Женщины и дети за ними побежали. Гнали их быстро, мы отстали. Добежали до последнего сарая, слышны выстрелы. Люди начинают падать, то упадет, то поднимется. Быстро их постреляли и садятся уезжать. Один немец с мотоциклом разворачивается и объезжает этих убитых людей. У него в руках что-то тяжелое... Или дубинка,или заводная ручка от мотоцикла... Он, не слезая с мотоцикла, на тихом ходу раскалывает всем головы... Другой немец хотел из пистолета достреливать, этот махнул головой, что не надо. Все поехали, а он не уехал, пока все головы не расколол. Они трещали, как спелые тыквы трещат. Я еще никогда не слышал, как трещат человеческие кости... Мне запомнилось, что они трещали, как спелые тыквы, когда отец их рубил топором, а я выбирал семечки.
Мне так стало страшно, что я бросил маму, бросил вех и куда-то побежал. Один. Спрятался не в хате, а почему-то в сарае, меня мать нашла. Я два дня заикался, не мог говорить.
На улицу боялся выйти. Через окно видел: один несет доску, второй топор, третья с ведром бежит. Тесали доски, запах свежевыструганных досок стоял в каждом дворе, потому что почти в каждом дворе стоял гроб. Меня от этого запаха потом долго тошнило.
В гробу лежали знакомые мне люди... Ни у кого не было головы... Вместо головы что-то в белом платочке... То, что руками собрали...
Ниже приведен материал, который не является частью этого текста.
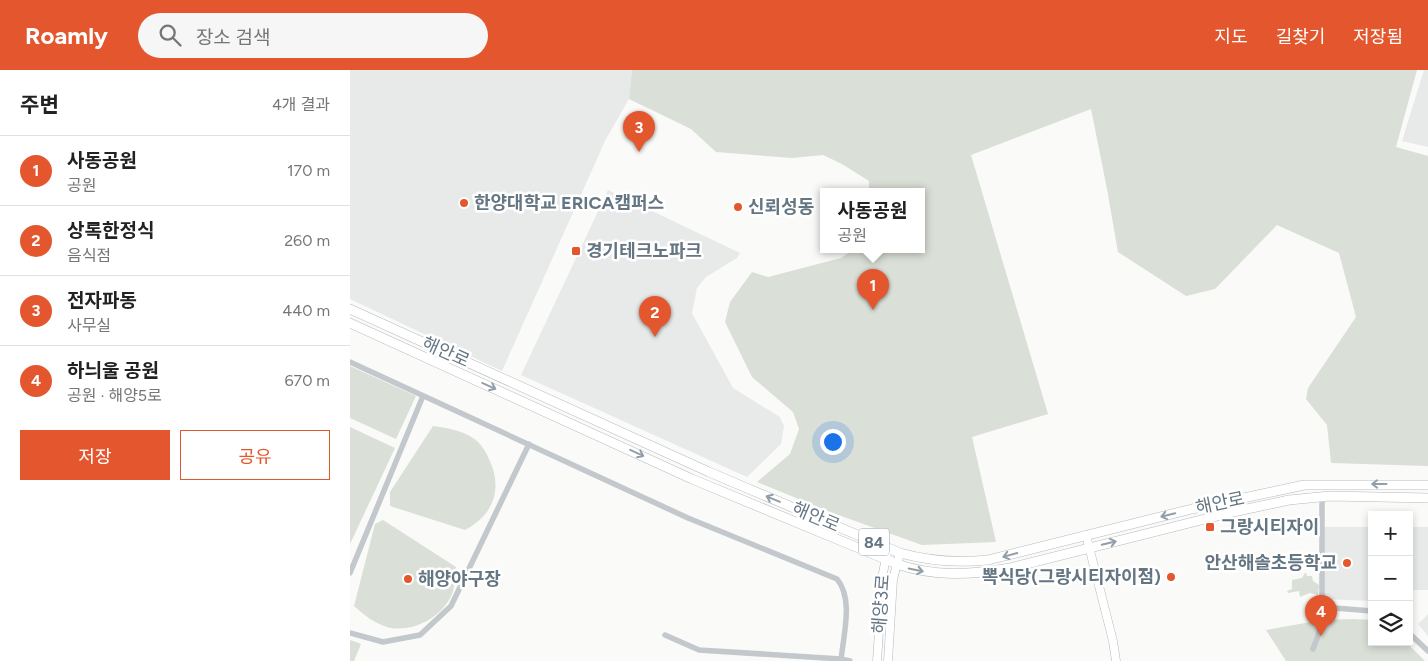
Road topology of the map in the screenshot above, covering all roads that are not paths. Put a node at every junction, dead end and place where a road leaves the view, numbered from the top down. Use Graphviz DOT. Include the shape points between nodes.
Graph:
graph roads {
  1 [pos="350,309"];
  2 [pos="350,323"];
  3 [pos="350,362"];
  4 [pos="423,396"];
  5 [pos="529,444"];
  6 [pos="1428,485"];
  7 [pos="1322,497"];
  8 [pos="1428,498"];
  9 [pos="1086,534"];
  10 [pos="888,548"];
  11 [pos="1090,548"];
  12 [pos="900,553"];
  13 [pos="885,560"];
  14 [pos="897,564"];
  15 [pos="350,573"];
  16 [pos="1322,607"];
  17 [pos="1368,611"];
  18 [pos="350,633"];
  19 [pos="664,635"];
  20 [pos="1413,637"];
  21 [pos="1313,648"];
  22 [pos="1428,652"];
  23 [pos="841,660"];
  24 [pos="850,661"];
  25 [pos="877,661"];
  26 [pos="888,661"];
  27 [pos="1116,661"];
  10 -- 1 [label="main road, 해안로 / 84, one-way" via="709,472"];
  2 -- 13 [label="main road, 해안로 / 84, one-way" via="692,478"];
  3 -- 4 [label="street"];
  4 -- 5 [label="street"];
  4 -- 15 [label="street"];
  5 -- 18 [label="street" via="451,606 420,635 383,642"];
  5 -- 23 [label="street" via="688,518 837,579 844,587 847,604"];
  6 -- 9 [label="main road, 해안로 / 84, one-way" via="1304,485"];
  7 -- 8 [label="main road, 해안로 / 84"];
  11 -- 7 [label="main road, 해안로 / 84, one-way" via="1249,508"];
  7 -- 16 [label="street"];
  9 -- 11 [label="street"];
  9 -- 12 [label="main road, 해안로 / 84, one-way" via="981,561 945,562"];
  10 -- 12 [label="main road, 해안로 / 84"];
  10 -- 13 [label="street, 해양3로"];
  14 -- 11 [label="main road, 해안로 / 84, one-way" via="938,574 980,573"];
  11 -- 27 [label="street"];
  12 -- 14 [label="street, 해양3로"];
  13 -- 14 [label="main road, 해안로 / 84"];
  13 -- 25 [label="street, 해양3로"];
  14 -- 26 [label="street, 해양3로" via="893,579"];
  16 -- 17 [label="street"];
  16 -- 21 [label="street" via="1319,634"];
  19 -- 23 [label="street" via="699,650"];
  20 -- 22 [label="street"];
  23 -- 24 [label="street"];
}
...Батька вернулся с двумя партизанами. Тихий вечер, коров пригнали. Надо ложиться спать, а мать нас собирает в дорогу. Надели костюмчики. У меня еще два брата было - одному четыре года, другому девять месяцев. Самый больной я. До кузницы я шел сам, там остановились, и батька оглянулся. Я тоже оглянулся. Деревня уже была похожа не на деревню, а на черный незнакомый лес.
У мамы на руках маленький, батька несет узлы и среднего брата. А я за ними не поспеваю. Молодой партизан говорит: "Дай ко мне на горб". В одной руке он нес пулемет, в другой - меня...
"Мы ели... парк"
Аня Грубина - 12 лет.
Сейчас - художник.
Живет в Минске.
...Девочка я ленинградская. В блокаду у нас умер папа. Спасла детей мама. До войны она была огонек. В сорок первом у нас родился Славик. Сколько это ему было, когда блокада началась? Шесть месяцев, вот-вот шесть месяцев. Она и этого крошку спасла, и нас троих. А папу мы потеряли. В Ленинграде у всех умирали папы, папы умирали скорее, а мамы оставались. Им, наверное, нельзя было умирать. На кого бы остались мы? А папы нас оставляли на мам.
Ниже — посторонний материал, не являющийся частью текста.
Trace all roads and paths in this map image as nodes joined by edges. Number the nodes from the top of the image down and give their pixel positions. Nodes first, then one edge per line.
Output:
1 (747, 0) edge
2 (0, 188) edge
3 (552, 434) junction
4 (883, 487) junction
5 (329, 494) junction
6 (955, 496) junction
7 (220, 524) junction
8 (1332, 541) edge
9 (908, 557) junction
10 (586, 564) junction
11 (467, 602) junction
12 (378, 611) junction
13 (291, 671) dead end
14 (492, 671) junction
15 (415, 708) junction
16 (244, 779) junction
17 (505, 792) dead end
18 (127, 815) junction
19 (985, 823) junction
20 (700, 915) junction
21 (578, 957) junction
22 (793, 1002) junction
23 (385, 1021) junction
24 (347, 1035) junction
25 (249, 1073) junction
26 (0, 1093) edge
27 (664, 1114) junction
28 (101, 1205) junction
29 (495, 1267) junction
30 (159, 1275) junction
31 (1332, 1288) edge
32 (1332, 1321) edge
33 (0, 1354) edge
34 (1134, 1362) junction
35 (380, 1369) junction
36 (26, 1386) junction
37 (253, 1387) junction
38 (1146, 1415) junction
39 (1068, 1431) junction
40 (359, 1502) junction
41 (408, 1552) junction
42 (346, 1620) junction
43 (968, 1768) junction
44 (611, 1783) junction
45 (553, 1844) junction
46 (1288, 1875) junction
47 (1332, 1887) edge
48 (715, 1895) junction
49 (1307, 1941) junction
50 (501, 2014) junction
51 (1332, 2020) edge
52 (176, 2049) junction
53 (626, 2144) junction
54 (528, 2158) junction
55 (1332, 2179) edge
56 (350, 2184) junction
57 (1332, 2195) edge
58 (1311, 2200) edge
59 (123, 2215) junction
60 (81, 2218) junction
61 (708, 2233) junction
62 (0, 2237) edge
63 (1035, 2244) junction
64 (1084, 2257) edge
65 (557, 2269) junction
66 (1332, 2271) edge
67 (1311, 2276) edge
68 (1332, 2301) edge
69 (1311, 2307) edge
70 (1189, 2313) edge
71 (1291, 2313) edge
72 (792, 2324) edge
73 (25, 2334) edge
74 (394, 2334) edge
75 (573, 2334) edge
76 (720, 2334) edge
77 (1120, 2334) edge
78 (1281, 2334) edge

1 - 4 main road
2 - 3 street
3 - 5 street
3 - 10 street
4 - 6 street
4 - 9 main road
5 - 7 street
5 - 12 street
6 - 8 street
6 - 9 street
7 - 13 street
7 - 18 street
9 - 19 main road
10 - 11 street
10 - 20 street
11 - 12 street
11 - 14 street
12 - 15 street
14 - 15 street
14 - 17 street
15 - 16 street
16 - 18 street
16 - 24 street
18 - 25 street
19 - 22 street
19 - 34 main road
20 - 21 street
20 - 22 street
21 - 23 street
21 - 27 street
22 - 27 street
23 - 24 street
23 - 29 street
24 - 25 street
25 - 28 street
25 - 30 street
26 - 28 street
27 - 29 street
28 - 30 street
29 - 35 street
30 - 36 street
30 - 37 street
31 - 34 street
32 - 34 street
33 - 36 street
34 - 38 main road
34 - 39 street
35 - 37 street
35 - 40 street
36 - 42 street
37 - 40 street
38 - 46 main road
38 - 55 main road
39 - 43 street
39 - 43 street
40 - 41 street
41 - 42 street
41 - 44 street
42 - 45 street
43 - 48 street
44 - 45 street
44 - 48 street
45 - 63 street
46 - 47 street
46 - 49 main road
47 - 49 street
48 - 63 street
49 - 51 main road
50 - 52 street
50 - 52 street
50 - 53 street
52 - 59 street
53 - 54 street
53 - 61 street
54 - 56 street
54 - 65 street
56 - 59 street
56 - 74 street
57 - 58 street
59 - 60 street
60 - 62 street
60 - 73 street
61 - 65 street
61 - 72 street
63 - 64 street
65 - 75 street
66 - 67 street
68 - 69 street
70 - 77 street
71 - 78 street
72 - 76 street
Из Ленинграда нас вывезли на Урал, в город Карпинск. Вывезли всю нашу школу. В Карпинске мы сразу бросились в парк, мы не гуляли в парке, мы его ели. Особенно любили лиственницу, ее пушистые иголочки - это такая вкуснятина! У маленьких сосенок объедали молодые побеги, щипали травку. С блокады я знаю всю съедобную траву, в карпинском парке было много кислицы, так называемой заячьей капусты. Это сорок второй год, на Урале тоже голодно было. А в детдоме у нас только ленинградские дети, которых нельзя было накормить, нас долго не могли накормить.
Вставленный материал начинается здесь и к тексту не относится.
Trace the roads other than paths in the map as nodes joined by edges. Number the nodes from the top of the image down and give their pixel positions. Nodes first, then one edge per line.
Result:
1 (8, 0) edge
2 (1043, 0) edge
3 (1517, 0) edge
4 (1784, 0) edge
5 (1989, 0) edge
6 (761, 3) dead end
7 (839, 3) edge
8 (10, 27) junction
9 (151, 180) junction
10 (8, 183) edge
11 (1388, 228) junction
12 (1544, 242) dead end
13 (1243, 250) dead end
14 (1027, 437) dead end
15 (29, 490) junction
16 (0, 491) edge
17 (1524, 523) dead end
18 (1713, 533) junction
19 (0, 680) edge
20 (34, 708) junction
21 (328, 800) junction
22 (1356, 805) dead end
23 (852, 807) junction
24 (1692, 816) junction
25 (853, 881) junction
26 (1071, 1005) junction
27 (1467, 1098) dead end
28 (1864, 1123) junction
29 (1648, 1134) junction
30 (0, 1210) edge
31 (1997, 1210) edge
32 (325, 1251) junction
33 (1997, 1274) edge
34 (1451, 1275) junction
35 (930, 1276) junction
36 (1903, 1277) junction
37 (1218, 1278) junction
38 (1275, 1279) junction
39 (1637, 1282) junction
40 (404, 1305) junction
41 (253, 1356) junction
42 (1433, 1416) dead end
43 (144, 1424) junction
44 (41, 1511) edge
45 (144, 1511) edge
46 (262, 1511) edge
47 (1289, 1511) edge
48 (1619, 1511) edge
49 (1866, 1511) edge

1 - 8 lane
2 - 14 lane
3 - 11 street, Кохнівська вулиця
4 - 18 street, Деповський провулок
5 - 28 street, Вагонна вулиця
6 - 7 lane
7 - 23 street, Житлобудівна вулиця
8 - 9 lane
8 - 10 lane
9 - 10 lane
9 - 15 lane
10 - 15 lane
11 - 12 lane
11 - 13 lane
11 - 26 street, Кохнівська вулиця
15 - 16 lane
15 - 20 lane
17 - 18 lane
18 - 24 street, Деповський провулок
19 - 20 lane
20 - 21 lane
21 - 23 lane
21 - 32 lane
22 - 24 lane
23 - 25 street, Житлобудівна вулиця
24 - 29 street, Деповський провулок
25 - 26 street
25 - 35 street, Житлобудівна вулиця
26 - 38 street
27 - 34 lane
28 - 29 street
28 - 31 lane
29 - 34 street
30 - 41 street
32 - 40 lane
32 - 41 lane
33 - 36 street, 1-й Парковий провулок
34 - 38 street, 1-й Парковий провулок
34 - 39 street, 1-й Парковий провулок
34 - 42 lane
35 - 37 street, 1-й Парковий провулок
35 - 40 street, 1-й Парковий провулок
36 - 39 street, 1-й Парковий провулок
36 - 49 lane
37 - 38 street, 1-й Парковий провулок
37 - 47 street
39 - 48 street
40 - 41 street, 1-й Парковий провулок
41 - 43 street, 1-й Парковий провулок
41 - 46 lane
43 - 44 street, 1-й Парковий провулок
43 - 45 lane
Не помню, кто первый в детдоме увидел... немцев. Когда я увидела первого немца, то я уже знала, что это пленный, что работают они за городом на угольных копях. До сегодняшнего дня не понимаю, почему они прибегали к нашему детдому, именно к ленинградскому?
Когда я его увидела, он ничего не говорил. У нас только кончился обед, и я, видно, еще пахла обедом. он стоял возле меня, нюхал воздух, и у него непроизвольно двигалась челюсть, она как будто что-то жевала, а он пробовал держать ее руками. Останавливать. А она двигалась и двигалась. Я совершенно не могла видеть голодного человека. Не могла на него смотреть. У нас у всех это было как болезнь. Побежала и позвала девочек, у кого-то остался кусочек хлеба, мы отдали ему этот кусочек хлеба.
Он ничего не говорил, только благодарил.
- Данке шен... Данке шен...
Мы уже знали, когда они приходили, один или два человека. Выбегали с тем, у кого что находилось. Когда я дежурила на кухне. я оставляла им весь свой дневной кусочек хлеба; вечером выскребывала кастрюли. Все девочки что-нибудь им оставляли, а оставляли ли мальчишки, не помню. Мальчишки наши были постоянно голодные, им все время не хватало еды. Воспитательницы нас ругали, потому что и у девочек случались голодные обмороки, но мы тайком все равно оставляли еду для этих пленных.